(DATA)
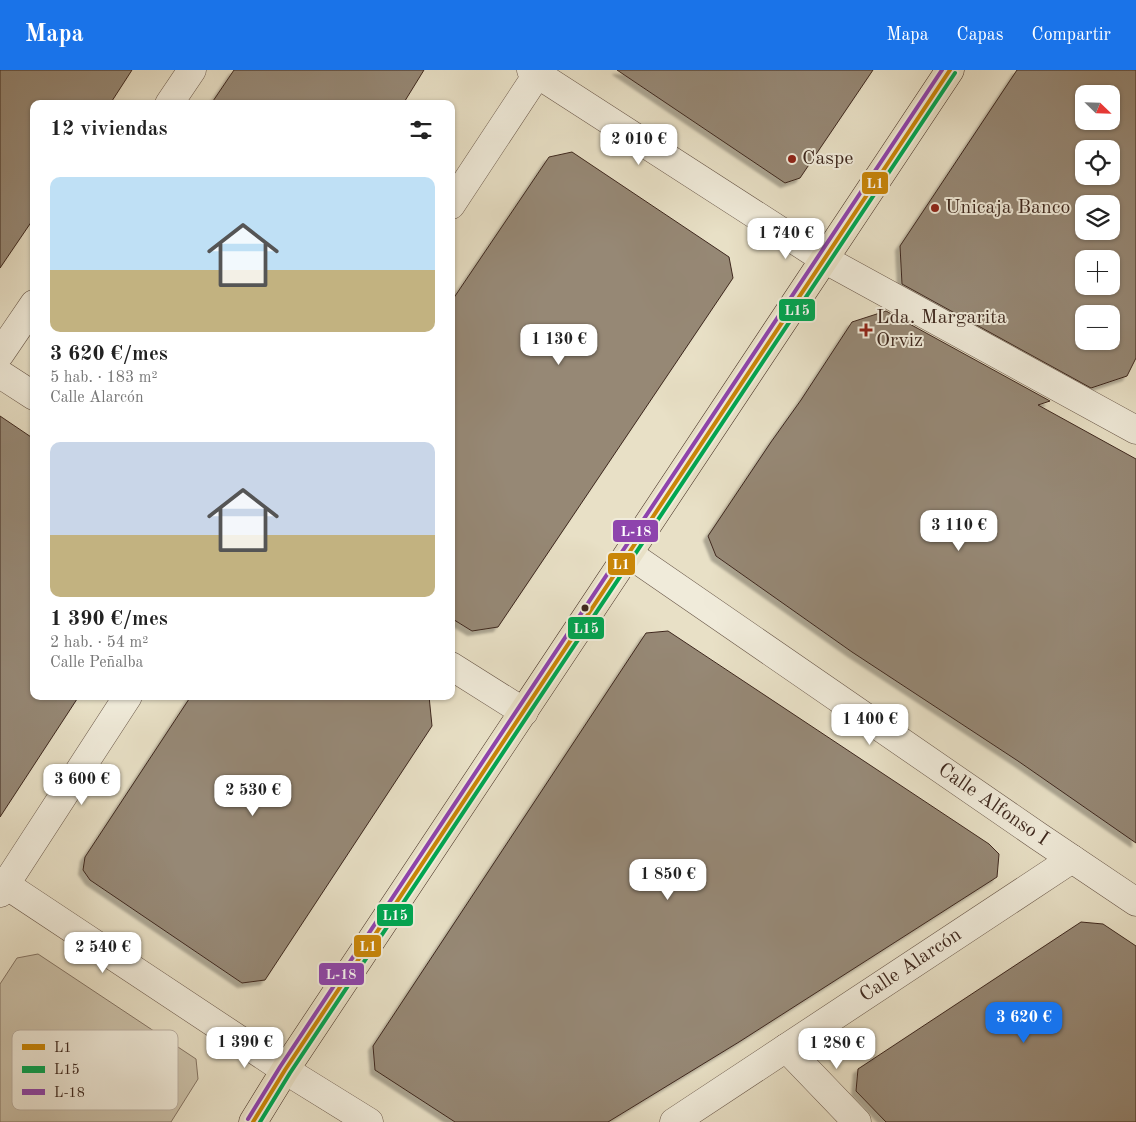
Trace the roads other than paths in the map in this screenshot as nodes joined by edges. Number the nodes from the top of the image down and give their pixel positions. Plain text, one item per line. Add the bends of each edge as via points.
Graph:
1 (192, 70) edge
2 (950, 70) edge
3 (536, 71) edge
4 (173, 100) edge
5 (455, 199) edge
6 (824, 259) junction
7 (30, 310) edge
8 (0, 354) edge
9 (0, 374) edge
10 (30, 393) edge
11 (1133, 421) edge
12 (628, 554) junction
13 (455, 669) edge
14 (125, 700) edge
15 (524, 712) junction
16 (1072, 859) junction
17 (2, 886) edge
18 (1136, 902) edge
19 (786, 1048) junction
20 (285, 1070) junction
21 (253, 1122) edge
22 (369, 1122) edge
23 (674, 1122) edge
24 (857, 1122) edge

1 - 4 street
2 - 6 main road
3 - 5 street
3 - 6 street
6 - 11 street
6 - 12 main road
7 - 8 street
9 - 10 street
12 - 15 main road
12 - 16 street, Calle Alfonso I
13 - 15 street
14 - 17 street
15 - 20 main road
16 - 18 street, Calle Alfonso I
16 - 19 street, Calle Alarcón
17 - 20 street
19 - 23 street, Calle Alarcón
19 - 24 street
20 - 21 main road
20 - 22 street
(End DATA)
_THE TASK_: In the copy, every entry appears exactly as written above and no picture appears.

_RESPONSE TO THE EXERCISE_:
Trace the roads other than paths in the map in this screenshot as nodes joined by edges. Number the nodes from the top of the image down and give their pixel positions. Plain text, one item per line. Add the bends of each edge as via points.
Graph:
1 (192, 70) edge
2 (950, 70) edge
3 (536, 71) edge
4 (173, 100) edge
5 (455, 199) edge
6 (824, 259) junction
7 (30, 310) edge
8 (0, 354) edge
9 (0, 374) edge
10 (30, 393) edge
11 (1133, 421) edge
12 (628, 554) junction
13 (455, 669) edge
14 (125, 700) edge
15 (524, 712) junction
16 (1072, 859) junction
17 (2, 886) edge
18 (1136, 902) edge
19 (786, 1048) junction
20 (285, 1070) junction
21 (253, 1122) edge
22 (369, 1122) edge
23 (674, 1122) edge
24 (857, 1122) edge

1 - 4 street
2 - 6 main road
3 - 5 street
3 - 6 street
6 - 11 street
6 - 12 main road
7 - 8 street
9 - 10 street
12 - 15 main road
12 - 16 street, Calle Alfonso I
13 - 15 street
14 - 17 street
15 - 20 main road
16 - 18 street, Calle Alfonso I
16 - 19 street, Calle Alarcón
17 - 20 street
19 - 23 street, Calle Alarcón
19 - 24 street
20 - 21 main road
20 - 22 street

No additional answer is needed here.